What is wrong in my answer? Subject: finding the integral of $\cot x$

Question

$$\int \cot x \,dx=\int \frac{\cos x\sin x}{\sin^2 x}\,dx. $$ Assume $t= \sin^2 x$. Then $dt= 2\sin x\cos x \,dx$. Using the identity: $$ \sin 2x =2\sin x\cos x$$

$$\int \cot x \,dx=\int \frac{1}{2t}\,dt=\frac{1}{2}\ln(\sin x)^2+c $$ Can you help me find out what I did wrong?

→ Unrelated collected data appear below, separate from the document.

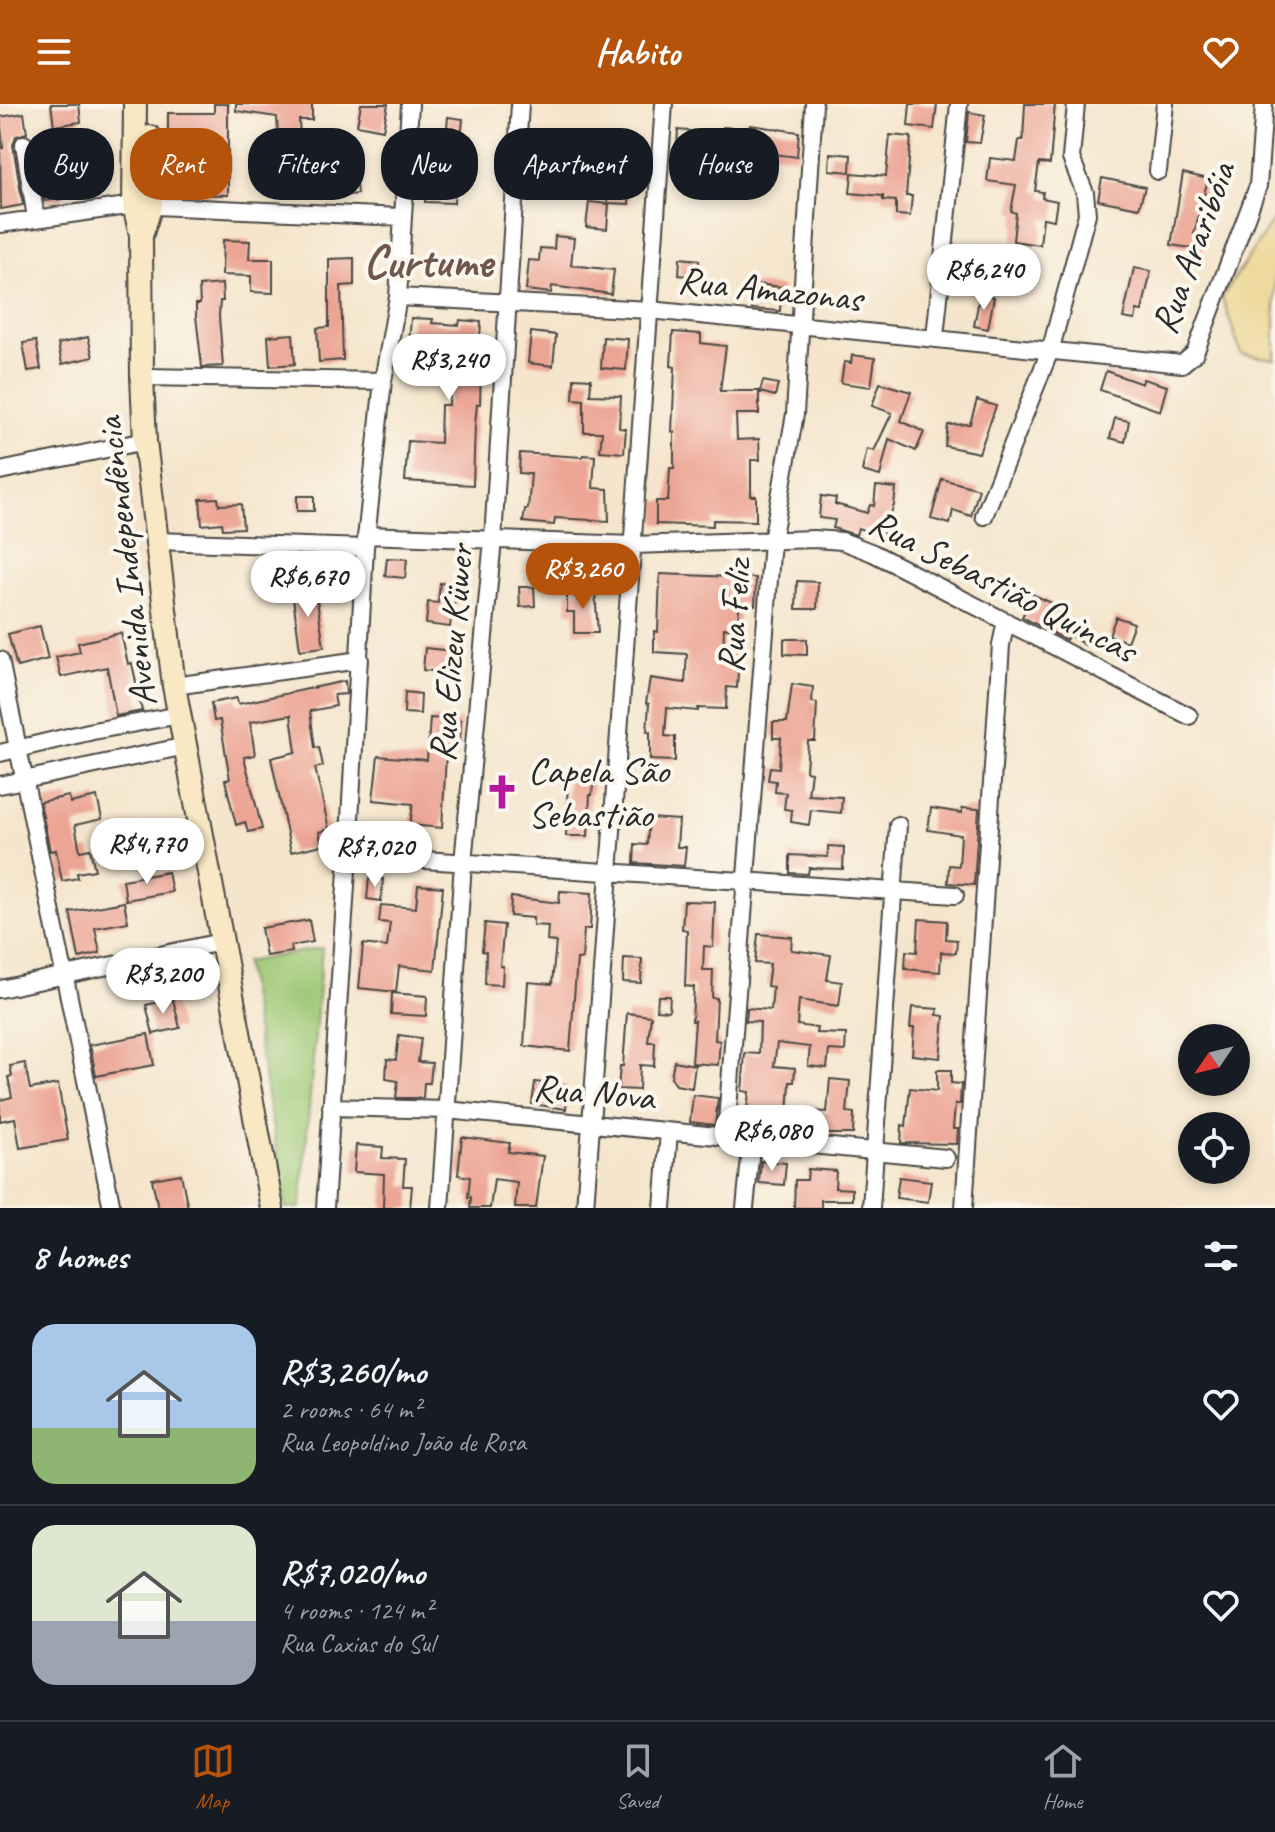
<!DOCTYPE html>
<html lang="en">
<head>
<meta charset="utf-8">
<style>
	:root { --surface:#171b24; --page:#20242c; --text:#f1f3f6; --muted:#9ea1a6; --line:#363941; --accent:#b45309 }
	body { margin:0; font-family:Caveat,sans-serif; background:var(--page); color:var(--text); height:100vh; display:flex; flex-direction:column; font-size:30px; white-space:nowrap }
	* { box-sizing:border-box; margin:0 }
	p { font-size:26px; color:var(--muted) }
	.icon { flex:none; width:44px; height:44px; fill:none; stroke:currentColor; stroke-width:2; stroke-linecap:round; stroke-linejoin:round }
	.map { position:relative; height:1104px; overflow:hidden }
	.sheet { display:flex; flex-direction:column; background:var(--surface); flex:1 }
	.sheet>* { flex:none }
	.guide { position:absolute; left:24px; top:24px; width:800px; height:72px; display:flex; gap:16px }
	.needle { width:52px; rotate:235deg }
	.fabs { position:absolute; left:1178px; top:920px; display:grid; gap:16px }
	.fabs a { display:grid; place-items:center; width:72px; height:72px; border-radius:50%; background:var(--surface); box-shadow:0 4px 12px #0003; font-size:40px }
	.price { position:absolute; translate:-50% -68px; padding:0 18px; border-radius:28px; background:#fff; color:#222; font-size:26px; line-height:52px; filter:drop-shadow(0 2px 4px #0008) }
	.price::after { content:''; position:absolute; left:50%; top:48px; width:24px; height:18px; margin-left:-12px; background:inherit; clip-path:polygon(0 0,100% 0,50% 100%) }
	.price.on { background:var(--accent); color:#fff }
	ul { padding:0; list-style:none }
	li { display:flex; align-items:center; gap:24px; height:200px; padding:0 32px }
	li+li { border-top:2px solid var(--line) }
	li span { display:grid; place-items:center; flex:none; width:224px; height:160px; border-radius:24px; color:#555 }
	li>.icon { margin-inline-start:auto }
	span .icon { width:96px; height:96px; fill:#fffc; stroke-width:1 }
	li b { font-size:34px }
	h2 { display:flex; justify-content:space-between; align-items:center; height:96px; padding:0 32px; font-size:34px }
	.pill { padding:0 28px; border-radius:32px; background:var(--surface); box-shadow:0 4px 12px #0003; font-size:28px; line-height:72px }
	.pill.on { background:var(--accent); color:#fff }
	header { display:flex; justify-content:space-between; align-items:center; height:104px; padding:0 32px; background:var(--accent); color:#fff; font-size:36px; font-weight:700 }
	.tabs { display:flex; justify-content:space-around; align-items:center; height:112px; border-top:2px solid var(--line); background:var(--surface); font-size:22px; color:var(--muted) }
	.tabs a { display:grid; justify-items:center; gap:4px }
	.tabs .on { color:var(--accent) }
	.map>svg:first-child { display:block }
</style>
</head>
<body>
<header><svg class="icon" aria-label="menu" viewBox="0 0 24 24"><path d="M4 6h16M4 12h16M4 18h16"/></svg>Habito<svg class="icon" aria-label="heart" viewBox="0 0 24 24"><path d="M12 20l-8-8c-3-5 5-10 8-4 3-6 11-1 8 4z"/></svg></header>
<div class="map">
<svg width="1275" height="1104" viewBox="0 0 1275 1104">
	<rect width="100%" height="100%" fill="#fbf7ec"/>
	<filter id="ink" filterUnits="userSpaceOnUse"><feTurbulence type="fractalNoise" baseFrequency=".0125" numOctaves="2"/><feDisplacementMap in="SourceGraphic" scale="16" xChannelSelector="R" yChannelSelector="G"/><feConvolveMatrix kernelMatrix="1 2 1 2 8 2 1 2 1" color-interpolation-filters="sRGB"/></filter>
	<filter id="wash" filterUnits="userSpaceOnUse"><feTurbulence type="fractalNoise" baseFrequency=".006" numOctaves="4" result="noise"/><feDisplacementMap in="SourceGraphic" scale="32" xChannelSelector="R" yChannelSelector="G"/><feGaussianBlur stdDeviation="1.8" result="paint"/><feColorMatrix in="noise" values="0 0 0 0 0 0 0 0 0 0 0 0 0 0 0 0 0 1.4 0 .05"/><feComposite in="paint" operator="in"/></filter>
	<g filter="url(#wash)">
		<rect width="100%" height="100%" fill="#f5e5cc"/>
		<path fill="#9ec874" stroke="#647a50" stroke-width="2" d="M322 844 301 1104H286L245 858Z"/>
		<path fill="#eeda9e" stroke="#8c8264" stroke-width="2" d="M1275 113V255L1241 250 1222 193Z"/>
		<g id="blocks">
			<path fill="#eca594" d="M51 0H79L81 18 54 22Z
				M214 0H228V91L168 90V9H214Z
				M236 0H312V16H299L302 71 280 72 277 13 236 7Z
				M361 0H388L383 26 357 21Z
				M910 0H937L934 25 908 22Z
				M1025 0H1055L1050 60 1039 59 1035 87 1043 88 1042 94 1057 97 1054 116 1043 114 1040 141 1013 137 1016 109 1011 107 1016 81 987 77 990 54 1016 57 1019 36H1023Z
				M969 8 985 11 980 39 966 38Z
				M24 9 27 29 16 32 13 41 23 101 1 105 0 44H3L0 13Z
				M448 13 463 15 459 57 444 55Z
				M750 21 799 28 797 53 742 46V49L677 43 678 26 723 30V23L749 25Z
				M890 31 911 33 906 92H912L910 112 896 111V97L883 96V92L850 89 852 69 886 72Z
				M53 35 61 69 58 70 62 95 44 97 35 38Z
				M544 37 574 40 571 70 578 71 576 94 540 90Z
				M830 49 851 51 850 68 829 66Z
				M354 60 357 90 332 93 329 62Z
				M1183 69 1208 75 1194 130 1205 131 1203 146 1171 141Z
				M1102 74 1145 83 1139 104 1098 96Z
				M426 78 455 80 454 99 425 98Z
				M608 80 630 81 629 100 607 99Z
				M589 98 609 100 607 125 586 123Z
				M555 132 574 134 571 161 614 166 611 190 552 182 551 189 526 186 529 156 539 157 540 144 554 145Z
				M223 136 250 137 249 155H273V189L251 188V172L222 171Z
				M354 154V181L341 182 343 256 319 258 317 224 329 223V155Z
				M680 154 699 156 698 173 679 171Z
				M1134 164 1151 167 1142 207 1137 206 1135 216 1123 214Z
				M222 180 223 197H220L219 212 223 262 202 263 196 212V200H200L199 182Z
				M754 180 782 183 780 207 752 205Z
				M980 190 994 193 988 225 974 222Z
				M411 214 433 215 432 219 459 221 460 216 481 218 478 263H481L480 300H477L475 321 473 381 405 377 408 337 440 339 441 301H449L452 264 418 262 419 241 409 240Z
				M531 228 556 231 553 262 528 259Z
				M673 228 701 230V239L726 242 720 287H759V310H736L737 336 759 335 760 356H751V392H756V417L713 416V422L656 420V397H668L670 364H674V328H672L675 263 671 262Z
				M293 230 295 260 270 262 268 232Z
				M88 233 93 253 62 260 58 240Z
				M603 233 628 235 626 266 601 264Z
				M36 237 41 265 28 267 23 239Z
				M852 251 875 254 871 283 841 279 844 258 851 259Z
				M1106 267 1142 280 1143 275 1167 282 1160 307 1100 286Z
				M574 274 591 275 590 291 621 292 619 324 626 325 624 349 600 347 602 328H584V296L573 295Z
				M763 277 778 280 775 292 760 288Z
				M880 279 911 288 901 317 924 328 916 347 889 335 880 372 862 367 867 345 874 347 892 309 872 302Z
				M977 296 996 302 979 349 945 342 948 321 970 320Z
				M1115 314 1129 317 1125 338 1110 334Z
				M520 349 582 353 583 351 595 352 593 384 608 385 609 417 555 414 554 421 523 418 525 405H528L531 370 519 369Z
				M942 375 979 385 971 412 953 406 950 420 931 415Z
				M876 382 896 384 894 401 882 433 858 424 856 431 833 424 835 416 819 414 821 392 836 394 835 400 867 409 870 401 874 402Z
				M297 392H314V407H297Z
				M218 394 219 401 241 400 243 424 223 425 222 419 202 421 200 395Z
				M387 454 407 455 405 474 385 472Z
				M660 470 756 474 755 501 739 500 738 525 724 524 723 550 739 551 737 584 727 583 726 605 698 604V607L667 604 665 632 675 633V657L650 656V628H647L649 600 646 599 650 574 685 579 687 550 654 548V527L658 528Z
				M797 477 818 478 817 505H796Z
				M440 479 460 481 459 499H453L450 523 426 520 428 498 438 499Z
				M315 483 324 543 300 546 292 486Z
				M519 483H534L535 502 520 503Z
				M595 487 598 529H574V508H567V488Z
				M1032 490 1056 501 1054 507 1092 529 1085 541 1069 531 1066 536 1022 513Z
				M1116 513 1134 519 1127 538 1109 531Z
				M40 522 48 555 17 563 8 530Z
				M121 529 128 560 132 559 142 607 116 612 107 563 61 573 56 553 80 548 78 539Z
				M784 535H807V551L784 550Z
				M425 544 452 547 450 569 423 566Z
				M345 577 346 590 334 591 336 602 310 607 315 644 319 643 323 662 315 664 329 725 319 728 322 741 291 748 271 654 296 648 291 611 250 618 255 651 244 653 262 725 248 728 245 718 236 721 225 676 230 675 220 616 214 617 211 599 237 594 238 600Z
				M792 580 813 583 812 598 817 599 815 637H808L806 667 811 668 808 691 842 693 841 709 811 706 809 721 791 718 792 706 784 705 786 689 775 688 776 677 768 676 770 663 779 664 781 634H773V618H787Z
				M405 588 421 590 420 610 404 609Z
				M430 614 461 616 460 638 452 637 451 651H446L442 724 410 721 413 700 373 696 378 652 427 656Z
				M568 670 594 672 592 691H590L588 732H566Z
				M69 692 70 699 97 693 102 715 75 721 80 747 90 745 95 766 77 769 78 774 62 777 56 746 50 747 40 698Z
				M931 704 962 709V704L979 705 974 781 948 779 949 761 959 762 961 731 928 726Z
				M649 714 679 716 677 743H686L684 762 634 759 635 740 647 741Z
				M828 742 844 743 843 765 809 764 808 770 790 769V751L828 753Z
				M168 768 172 788 126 796 123 776Z
				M369 774 383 775 381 797 367 795Z
				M418 781 443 783 435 866 399 862 396 888 359 884 363 840 387 843 390 819 379 818 381 801 416 804Z
				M560 787 592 789 590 825H584L582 855H577L570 947 524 942 528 878 552 880 556 838 547 837 548 822 533 821V814L510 812 511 793 559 799Z
				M684 797 715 798 713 843 704 842 703 866H713L712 894H717L715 936 720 937 718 961 692 959 695 917H692L694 883 685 882 687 826 682 825Z
				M124 798 128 818 95 824 100 849 79 854 70 808Z
				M919 815 947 817 946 835 957 836 956 849 941 848 940 868 905 865 906 847 917 848Z
				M309 816 313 838 291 842 292 848 266 852 261 824Z
				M485 819 504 821 500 862H503L502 881 485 880 486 848 482 847Z
				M758 830 792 833 791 846 831 851 827 876 842 878 839 902 799 896 797 921 817 924 816 929 846 930 845 947 829 946 827 964 808 962 810 943 777 939 774 962 795 964 794 978H790L787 1028 766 1026 767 1017 746 1014 749 988 742 987 745 949 759 950 760 918 746 917 747 904 771 906 773 883 767 882 770 860 755 859Z
				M624 854 642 855 641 879 623 878Z
				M392 889 427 892 426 912 391 910Z
				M658 892H670L669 907 657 906Z
				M173 895 180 924 153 930 146 901Z
				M912 903 938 905 937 911 944 912 940 954 912 951 914 924H910Z
				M627 909 651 912 648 938H655L654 962 640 961 639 986 618 985 620 962H623Z
				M148 930 154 961 96 972 90 941Z
				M399 931 421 934 418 958 432 959 430 979H424L423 994H396L398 977 386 975 387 955 396 956Z
				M674 957 695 961 692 984 676 981 671 973Z
				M25 959 30 985 58 980 68 1036 20 1044 15 1014 0 1017V996L12 993 8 973 12 972 10 962Z
				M937 966H951V979L961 980 960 1000H955L953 1025H958L957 1040 901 1039 902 1021 906 1022 910 984 937 987Z
				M830 975 850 977 847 1008 854 1009 853 1030H809L810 1007 827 1008Z
				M535 978 568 982 566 1005 532 1000Z
				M693 991 718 994 715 1021 690 1018Z
				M462 1033 510 1039 508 1048 543 1052 536 1104H515L517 1078 494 1075 490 1104H470L471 1093H468L470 1073 458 1071Z
				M356 1041 383 1043 382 1054 405 1055 403 1082H412L410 1104H383L384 1070 354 1068Z
				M761 1057 786 1059 784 1081 759 1079Z
				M808 1065 836 1067 835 1084 852 1085V1096H821V1104H794L795 1076H807Z
				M181 1070 188 1104H158L152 1075Z
				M899 1073 931 1077 928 1098 896 1094Z"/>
		</g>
	</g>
	<g filter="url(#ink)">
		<use href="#blocks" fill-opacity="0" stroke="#494743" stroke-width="2"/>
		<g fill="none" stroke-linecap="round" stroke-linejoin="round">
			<g stroke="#494743" stroke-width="20">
				<path id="street" d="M24 40 36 114
					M1158 67 1165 0
					M0 120 134 101 401 113
					M398 193 650 206 1182 260 1195 249 1258 82 1264 0
					M935 233 959 0
					M142 273 383 277
					M0 367 145 337
					M984 412 1051 244 1087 110 1085 89 1071 54 1076 0
					M366 431 632 441 815 435 842 437 873 449 1189 612
					M157 437 365 444
					M0 556 112 1104
					M174 582 360 556
					M0 649 93 627 180 611
					M0 681 186 642
					M348 751 955 791
					M0 885 221 838
					M331 1003 446 1006 946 1054
					M726 1031 772 437 795 310 814 0
					M325 1104 348 751 365 444 383 277 398 193 410 0
					M440 1104 463 759 493 435 520 0
					M585 1104 664 0
					M663 1104 669 1028
					M745 1104 752 1034
					M871 1104 898 721
					M964 1104 1001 541 1006 517"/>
			</g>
			<g stroke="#494743" stroke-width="26">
				<path id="secondary" d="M135 0 134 101 141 131 142 273 145 337 174 582 272 1104
					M142 129 151 101 150 33"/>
			</g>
			<use href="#street" stroke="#fff" stroke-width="16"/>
			<use href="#secondary" stroke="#f8e8c3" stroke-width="22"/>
		</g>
	</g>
	<defs>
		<g id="church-bare" transform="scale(2.76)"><path d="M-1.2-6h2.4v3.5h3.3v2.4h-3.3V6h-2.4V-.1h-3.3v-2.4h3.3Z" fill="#b5179e" stroke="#fbf7ec" stroke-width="2.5" paint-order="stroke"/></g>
	</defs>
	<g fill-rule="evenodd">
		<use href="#church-bare" x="502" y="688"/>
	</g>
	<g text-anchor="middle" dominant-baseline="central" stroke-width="8" stroke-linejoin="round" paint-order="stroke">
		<g font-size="38" fill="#2b2b2b" stroke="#fbf7ec">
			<text transform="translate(1193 144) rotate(-70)">Rua Araribóia</text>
			<text transform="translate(770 185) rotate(6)">Rua Amazonas</text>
			<text transform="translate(126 458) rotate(-97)">Avenida Independência</text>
			<text transform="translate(1003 482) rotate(27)">Rua Sebastião Quincas</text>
			<text transform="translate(734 512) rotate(-86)">Rua Feliz</text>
			<text transform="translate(451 549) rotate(-85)">Rua Elizeu Küwer</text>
			<text transform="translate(594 988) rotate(5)">Rua Nova</text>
		</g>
		<g font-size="38" fill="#2b2b2b" stroke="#fbf7ec" text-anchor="start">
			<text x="528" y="666">Capela São<tspan x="528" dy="44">Sebastião</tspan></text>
		</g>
		<g font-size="46" font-weight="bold" fill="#6f5650" stroke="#fbf7ec">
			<text x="428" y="158">Curtume</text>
		</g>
	</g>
</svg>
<div class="fabs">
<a><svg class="needle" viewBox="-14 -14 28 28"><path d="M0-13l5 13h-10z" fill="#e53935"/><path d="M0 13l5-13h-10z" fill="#9ea1a6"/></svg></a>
<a><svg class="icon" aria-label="locate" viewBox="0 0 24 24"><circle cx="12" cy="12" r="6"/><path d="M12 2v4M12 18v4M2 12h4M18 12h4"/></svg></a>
</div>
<b class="price" style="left:984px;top:208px">R$6,240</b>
<b class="price" style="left:449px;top:298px">R$3,240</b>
<b class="price on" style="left:583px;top:507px">R$3,260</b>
<b class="price" style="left:308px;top:515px">R$6,670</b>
<b class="price" style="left:147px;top:782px">R$4,770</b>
<b class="price" style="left:375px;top:785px">R$7,020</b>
<b class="price" style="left:163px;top:912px">R$3,200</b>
<b class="price" style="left:772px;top:1069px">R$6,080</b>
<div class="guide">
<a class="pill">Buy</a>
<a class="pill on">Rent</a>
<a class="pill">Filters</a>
<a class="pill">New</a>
<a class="pill">Apartment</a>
<a class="pill">House</a>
</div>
</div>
<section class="sheet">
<h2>8 homes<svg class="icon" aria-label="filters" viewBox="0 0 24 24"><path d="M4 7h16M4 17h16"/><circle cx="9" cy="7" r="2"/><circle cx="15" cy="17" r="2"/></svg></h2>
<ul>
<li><span style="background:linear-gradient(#a9c7e8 65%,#8fb573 0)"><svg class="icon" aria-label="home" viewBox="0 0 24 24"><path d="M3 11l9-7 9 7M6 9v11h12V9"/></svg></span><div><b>R$3,260/mo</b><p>2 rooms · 64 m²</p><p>Rua Leopoldino João de Rosa</p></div><svg class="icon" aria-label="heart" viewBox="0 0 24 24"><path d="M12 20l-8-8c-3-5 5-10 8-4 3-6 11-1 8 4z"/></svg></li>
<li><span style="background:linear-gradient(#dfe7d0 60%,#9aa5b1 0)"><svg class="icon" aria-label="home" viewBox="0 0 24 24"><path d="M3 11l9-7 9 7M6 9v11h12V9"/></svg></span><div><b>R$7,020/mo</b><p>4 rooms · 124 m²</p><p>Rua Caxias do Sul</p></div><svg class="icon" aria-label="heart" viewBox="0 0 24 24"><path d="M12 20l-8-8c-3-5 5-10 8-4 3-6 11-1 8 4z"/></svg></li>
</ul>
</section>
<nav class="tabs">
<a class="on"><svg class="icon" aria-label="map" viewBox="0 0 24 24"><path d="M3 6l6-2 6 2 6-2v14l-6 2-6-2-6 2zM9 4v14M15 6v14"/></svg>Map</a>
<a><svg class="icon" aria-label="saved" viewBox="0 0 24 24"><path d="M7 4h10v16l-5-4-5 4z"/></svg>Saved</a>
<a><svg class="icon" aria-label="home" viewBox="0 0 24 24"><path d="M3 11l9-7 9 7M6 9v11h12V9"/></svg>Home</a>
</nav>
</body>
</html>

Thanks a lot!

Answer 1

Note that

$$\frac12\ln(\sin(x))^2+c=\ln|\sin(x)|+c$$

Answer 2

You can do even less: notice that $\cot x = \frac{\cos x}{\sin x}$ and that the derivative of $\sin$ is $\cos$. Hence $$\int \cot x \,dx = \int \frac{\cos x}{\sin x}\,dx = \log \lvert \sin x \rvert + c, c \in \mathbb{R}.$$

Answer 3

Your integrand is correct:

$$\int \cot x\, dx = \int \frac{1}{2} \frac{dt}{t} = \frac{1}{2} \log\lvert t \rvert + C.$$ The issue is just with your final substitution: $$\frac{1}{2} \log\lvert t\rvert + C = \frac{1}{2} \log( \sin^2x) + C = \log\lvert \sin(x)\rvert + C.$$

Answer 4

your work is correct. $$\int \cot x \,dx=\int \frac{1}{2t}\,dt=\frac{1}{2}\ln(\sin x)^2+c =\ln\lvert \sin x\rvert +c.$$

I am surprised that you did not make the integration simpler by,

$$\int \cot x \,dx=\int \frac{\cos x}{\sin x}\,dx = \int \frac{du}{u} =\ln\lvert \sin x\rvert +c. $$